Banjul, 2 de Maio de 2025 – A República Árabe Saharaui Democrática (RASD) interveio hoje na sessão de abertura da 83.ª Sessão Ordinária da Comissão Africana dos Direitos Humanos e dos Povos (CADHP), denunciando a ocupação ilegal marroquina e as violações sistemáticas nos territórios ocupados do Sahara Ocidental.
Em nome da RASD, o Embaixador Malainin Lakhal, Representante Permanente Adjunto junto da União Africana, apelou à Comissão e às instituições da UA para que cumpram o seu mandato e não permaneçam em silêncio. “Adiar a justiça é também negá-la,” afirmou, “e pode ser visto como cumplicidade — ou, no mínimo, como uma falha moral e institucional.”
Veja aqui o vídeo e a transcrição integral da intervenção do Embaixador Lakhal.
Discurso de abertura do Embaixador Malainin Mohamed, Representante Permanente Adjunto da República Árabe Saharaui Democrática junto da UA, em representação da República Saharaui, durante a Sessão de Abertura da 83ªSessão da Comissão Africana dos Direitos do Homem e dos Povos.
02ndde maio de 2025, em Banjul, Gâmbia
Y.E Presidente da Comissão, Excelências Comissários, Embaixadores, distintos delegados dos EM, representantes dos mecanismos nacionais de direitos humanos, ONGs, todos os protocolos observados.
Permitam-me que comece por expressar os sinceros agradecimentos da República Saharaui à República da Gâmbia pela sua contínua generosidade em acolher e apoiar o trabalho da Comissão. Permitam-me também sublinhar o papel crucial que esta augusta Comissão e todas as outras instituições africanas conexas estão a desempenhar na promoção, acompanhamento e proteção dos direitos humanos em toda a África.

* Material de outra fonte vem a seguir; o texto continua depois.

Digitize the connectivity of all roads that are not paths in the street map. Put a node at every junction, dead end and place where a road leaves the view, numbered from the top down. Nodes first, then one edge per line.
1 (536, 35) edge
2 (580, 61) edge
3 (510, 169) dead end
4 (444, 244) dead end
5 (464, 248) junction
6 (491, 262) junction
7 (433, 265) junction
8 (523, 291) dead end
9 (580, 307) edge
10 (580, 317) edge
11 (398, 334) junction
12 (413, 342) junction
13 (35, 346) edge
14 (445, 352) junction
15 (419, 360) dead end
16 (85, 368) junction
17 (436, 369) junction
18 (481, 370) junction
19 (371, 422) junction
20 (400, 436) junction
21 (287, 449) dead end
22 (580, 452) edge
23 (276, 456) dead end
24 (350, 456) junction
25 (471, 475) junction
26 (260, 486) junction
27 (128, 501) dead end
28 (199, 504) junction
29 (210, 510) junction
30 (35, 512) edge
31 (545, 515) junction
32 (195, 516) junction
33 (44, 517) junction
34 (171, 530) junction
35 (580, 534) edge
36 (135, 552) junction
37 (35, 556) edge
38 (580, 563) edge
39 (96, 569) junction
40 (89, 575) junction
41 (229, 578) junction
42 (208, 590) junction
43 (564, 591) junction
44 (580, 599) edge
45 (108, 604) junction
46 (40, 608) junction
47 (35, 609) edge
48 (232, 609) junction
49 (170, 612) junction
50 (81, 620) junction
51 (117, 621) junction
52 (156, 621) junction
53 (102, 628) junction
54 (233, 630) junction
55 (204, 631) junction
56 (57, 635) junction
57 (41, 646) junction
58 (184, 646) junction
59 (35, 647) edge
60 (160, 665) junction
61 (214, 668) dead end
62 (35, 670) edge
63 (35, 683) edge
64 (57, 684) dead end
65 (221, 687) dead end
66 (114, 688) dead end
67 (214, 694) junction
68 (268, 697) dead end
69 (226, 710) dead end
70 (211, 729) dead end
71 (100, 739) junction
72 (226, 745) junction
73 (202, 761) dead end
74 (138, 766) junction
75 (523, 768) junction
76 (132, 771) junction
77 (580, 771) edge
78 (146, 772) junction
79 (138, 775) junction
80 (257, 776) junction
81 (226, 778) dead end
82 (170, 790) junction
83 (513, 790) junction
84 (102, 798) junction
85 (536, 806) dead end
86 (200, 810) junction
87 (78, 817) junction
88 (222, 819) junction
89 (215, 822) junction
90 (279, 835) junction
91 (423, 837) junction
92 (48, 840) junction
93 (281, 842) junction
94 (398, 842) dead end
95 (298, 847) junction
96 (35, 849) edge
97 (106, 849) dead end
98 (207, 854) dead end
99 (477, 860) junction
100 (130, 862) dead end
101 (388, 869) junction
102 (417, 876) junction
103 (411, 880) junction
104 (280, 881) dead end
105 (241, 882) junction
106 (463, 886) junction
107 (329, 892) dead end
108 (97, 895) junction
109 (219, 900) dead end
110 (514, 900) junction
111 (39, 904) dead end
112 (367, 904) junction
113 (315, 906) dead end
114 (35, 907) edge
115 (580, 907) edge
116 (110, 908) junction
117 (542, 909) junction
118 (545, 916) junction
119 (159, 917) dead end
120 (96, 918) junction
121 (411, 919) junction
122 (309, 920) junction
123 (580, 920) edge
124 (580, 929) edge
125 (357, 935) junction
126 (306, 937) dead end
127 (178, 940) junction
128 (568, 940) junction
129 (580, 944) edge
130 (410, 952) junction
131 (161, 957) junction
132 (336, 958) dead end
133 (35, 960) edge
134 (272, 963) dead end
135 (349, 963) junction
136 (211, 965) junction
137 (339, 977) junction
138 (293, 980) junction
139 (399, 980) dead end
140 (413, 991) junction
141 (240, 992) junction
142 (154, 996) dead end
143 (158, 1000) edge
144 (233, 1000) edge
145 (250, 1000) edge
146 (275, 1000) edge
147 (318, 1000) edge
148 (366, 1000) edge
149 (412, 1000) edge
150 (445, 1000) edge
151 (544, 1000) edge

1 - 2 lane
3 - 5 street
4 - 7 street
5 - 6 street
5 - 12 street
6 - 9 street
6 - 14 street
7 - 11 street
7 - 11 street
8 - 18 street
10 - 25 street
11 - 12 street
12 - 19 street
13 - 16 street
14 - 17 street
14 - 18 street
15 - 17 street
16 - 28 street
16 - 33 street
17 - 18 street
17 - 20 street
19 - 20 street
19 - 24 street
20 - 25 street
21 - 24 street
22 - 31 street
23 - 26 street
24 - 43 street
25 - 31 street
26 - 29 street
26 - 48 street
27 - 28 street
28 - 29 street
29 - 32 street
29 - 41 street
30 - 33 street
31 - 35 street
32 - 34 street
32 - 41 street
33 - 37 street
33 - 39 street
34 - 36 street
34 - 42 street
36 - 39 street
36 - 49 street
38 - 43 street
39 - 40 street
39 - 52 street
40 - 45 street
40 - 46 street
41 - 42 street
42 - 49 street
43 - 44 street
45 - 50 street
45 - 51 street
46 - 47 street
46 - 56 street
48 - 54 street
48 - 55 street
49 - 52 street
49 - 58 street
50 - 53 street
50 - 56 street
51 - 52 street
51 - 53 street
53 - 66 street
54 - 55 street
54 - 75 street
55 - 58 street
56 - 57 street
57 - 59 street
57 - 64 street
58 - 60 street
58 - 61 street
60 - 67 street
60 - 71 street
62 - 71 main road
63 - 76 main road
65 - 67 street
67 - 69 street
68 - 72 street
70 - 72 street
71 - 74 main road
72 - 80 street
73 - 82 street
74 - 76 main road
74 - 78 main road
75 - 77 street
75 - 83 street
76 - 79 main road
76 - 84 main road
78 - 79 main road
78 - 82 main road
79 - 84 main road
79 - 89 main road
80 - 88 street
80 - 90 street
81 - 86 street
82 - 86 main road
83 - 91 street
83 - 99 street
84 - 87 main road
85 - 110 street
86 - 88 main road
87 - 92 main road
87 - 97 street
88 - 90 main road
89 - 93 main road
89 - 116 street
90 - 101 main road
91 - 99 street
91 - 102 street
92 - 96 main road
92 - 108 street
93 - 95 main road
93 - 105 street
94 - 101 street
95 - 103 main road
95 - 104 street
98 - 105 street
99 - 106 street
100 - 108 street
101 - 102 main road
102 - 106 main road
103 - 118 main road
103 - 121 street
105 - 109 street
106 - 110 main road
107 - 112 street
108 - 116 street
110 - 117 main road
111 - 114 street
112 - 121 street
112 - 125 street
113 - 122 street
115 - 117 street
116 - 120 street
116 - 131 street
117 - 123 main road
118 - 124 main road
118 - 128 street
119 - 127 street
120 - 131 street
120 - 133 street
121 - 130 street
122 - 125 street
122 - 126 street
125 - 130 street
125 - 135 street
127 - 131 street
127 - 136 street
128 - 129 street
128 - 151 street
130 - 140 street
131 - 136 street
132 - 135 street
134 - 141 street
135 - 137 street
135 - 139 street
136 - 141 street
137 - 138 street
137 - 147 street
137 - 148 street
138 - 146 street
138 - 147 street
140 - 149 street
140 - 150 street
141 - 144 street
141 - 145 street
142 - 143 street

O tema de 2025 da União Africana sobre reparações destaca a necessidade de justiça, cura e responsabilização pelas injustiças coloniais históricas e actuais. É dentro deste espírito geral que me dirijo a vós em nome da República Saharaui, para vos informar com profunda preocupação sobre uma das mais graves, persistentes e ainda assim negligenciadas crises humanitárias e de direitos humanos no nosso continente – refiro-me à situação nas zonas ocupadas da República Saharaui/Sahara Ocidental, a última colónia de África, sob a ocupação ilegal em curso de Marrocos. O povo sarauí está a ser privado dos seus direitos básicos à autodeterminação, à liberdade e à dignidade – com total impunidade. E gostaria aqui de concordar plenamente com S. Exa. o Presidente da Comissão, Remy Ngoy Lumbu, quando disse na sua declaração de abertura de hoje que África está doente e a sofrer devido ao desrespeito dos direitos humanos e dos povos africanos. Não posso concordar mais com este diagnóstico, Sr. Presidente.

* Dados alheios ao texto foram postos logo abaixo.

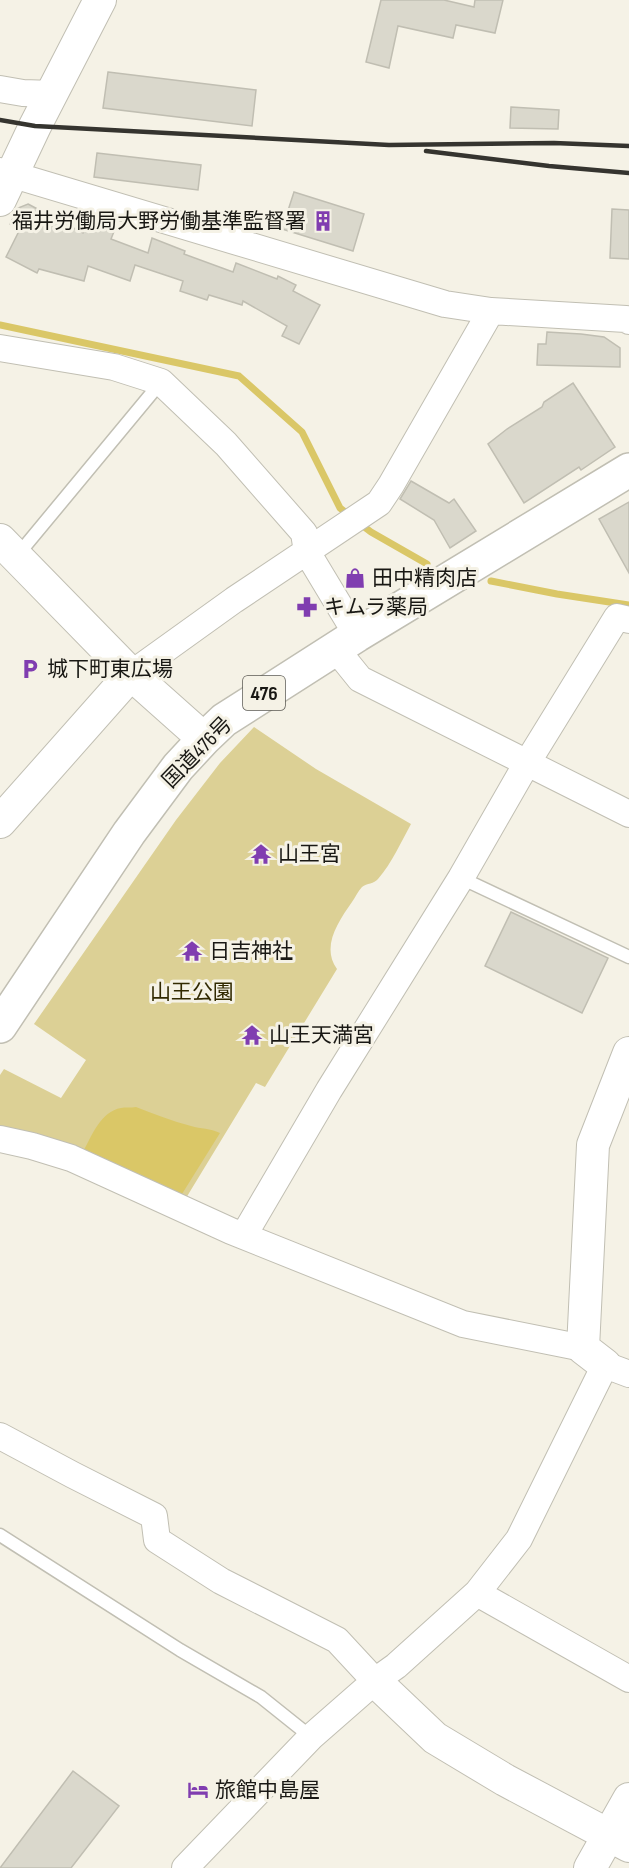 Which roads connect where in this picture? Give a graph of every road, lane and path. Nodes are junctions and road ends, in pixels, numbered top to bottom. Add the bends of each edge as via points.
1 (100, 0) edge
2 (0, 89) edge
3 (53, 93) junction
4 (4, 182) edge
5 (491, 311) junction
6 (629, 321) edge
7 (0, 348) edge
8 (161, 382) junction
9 (629, 470) edge
10 (8, 548) edge
11 (307, 552) junction
12 (629, 620) edge
13 (346, 641) junction
14 (131, 674) junction
15 (204, 739) junction
16 (527, 763) junction
17 (629, 814) edge
18 (0, 822) edge
19 (461, 878) junction
20 (629, 957) edge
21 (0, 1026) edge
22 (629, 1053) edge
23 (0, 1138) edge
24 (244, 1235) junction
25 (606, 1362) edge
26 (0, 1436) edge
27 (0, 1535) edge
28 (477, 1593) junction
29 (629, 1679) edge
30 (375, 1681) junction
31 (311, 1737) junction
32 (629, 1799) edge
33 (619, 1840) edge
34 (185, 1868) edge
35 (590, 1868) edge

1 - 3 street
2 - 3 street
3 - 4 street
4 - 5 street via 445,304
5 - 6 street
5 - 11 street via 379,503
7 - 8 street via 114,367
8 - 10 lane
8 - 11 street via 226,444 304,533
9 - 13 highway, 国道476号 / 476
10 - 14 street
11 - 13 street
11 - 14 street
12 - 16 street via 617,617
13 - 15 highway, 国道476号 / 476 via 224,720
13 - 16 street via 360,679
14 - 15 street
14 - 18 street
15 - 21 highway, 国道476号 / 476 via 129,832
16 - 17 street
16 - 19 street
19 - 20 lane
19 - 24 street
22 - 25 street via 593,1145
23 - 24 street via 70,1158
24 - 25 street via 463,1324
25 - 28 street via 519,1539
26 - 30 street via 154,1516 157,1540 221,1581 337,1640
27 - 31 lane via 261,1697
28 - 29 street
28 - 30 street
30 - 31 street
30 - 33 street via 435,1738
31 - 34 street
32 - 33 street
33 - 35 street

Durante décadas, o povo saharaui tem sofrido sob ocupação militar estrangeira, em clara violação do direito africano e internacional – incluindo a Carta Africana (artigo 20.º), a Carta das Nações Unidas e o Ato Constitutivo da UA. Esta ocupação não é apenas uma negação de soberania a um membro fundador da UA, mas também a fonte de abusos generalizados e sistémicos que esta Comissão e todos os organismos africanos e da ONU relevantes não podem continuar a ignorar, dadas as graves implicações para a estabilidade regional e continental.
No centro desta crise está, naturalmente, a exploração ilegal dos recursos naturais do Sara Ocidental (artigo 21.º). Durante anos, as multinacionais e os Estados cúmplices pilharam as pescas, os fosfatos e outros recursos do Sara Ocidental, desafiando abertamente o direito internacional, incluindo a decisão de 2024 do Tribunal de Justiça Europeu. Isto não é uma mera ilegalidade – é uma agressão económica descarada e o roubo da riqueza africana.

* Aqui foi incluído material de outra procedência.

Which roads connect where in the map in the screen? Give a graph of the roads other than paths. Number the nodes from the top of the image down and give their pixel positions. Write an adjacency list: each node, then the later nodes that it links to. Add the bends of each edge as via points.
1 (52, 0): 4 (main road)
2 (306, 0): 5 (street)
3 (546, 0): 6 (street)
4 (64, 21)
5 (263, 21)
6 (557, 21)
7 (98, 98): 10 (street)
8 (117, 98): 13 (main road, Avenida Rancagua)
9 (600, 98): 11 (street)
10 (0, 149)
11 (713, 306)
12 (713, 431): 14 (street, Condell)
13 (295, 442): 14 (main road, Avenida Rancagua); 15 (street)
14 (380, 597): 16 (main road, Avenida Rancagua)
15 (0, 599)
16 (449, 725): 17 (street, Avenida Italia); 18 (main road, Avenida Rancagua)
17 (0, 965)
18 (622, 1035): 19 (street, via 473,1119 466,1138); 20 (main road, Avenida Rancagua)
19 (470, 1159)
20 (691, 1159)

Entretanto, os sarauís sofrem uma repressão sistemática: desaparecimentos forçados, tortura (mesmo de crianças e pessoas com necessidades especiais), execuções extrajudiciais, violência sexual, detenções arbitrárias e julgamentos militares fictícios contra civis. Não se trata de incidentes isolados – são realidades quotidianas e sistemáticas .
Os civis saharauis são deslocados à força, as suas casas são destruídas, os poços e as fontes de água são devastados e o gado é posto em perigo. Esta política de terra queimada é um esforço deliberado para deslocar a população sarauí e substituí-la por colonos marroquinos. O genocídio cultural, a marginalização económica e as restrições à educação, à liberdade de expressão e de protesto visam suprimir totalmente a identidade saharaui.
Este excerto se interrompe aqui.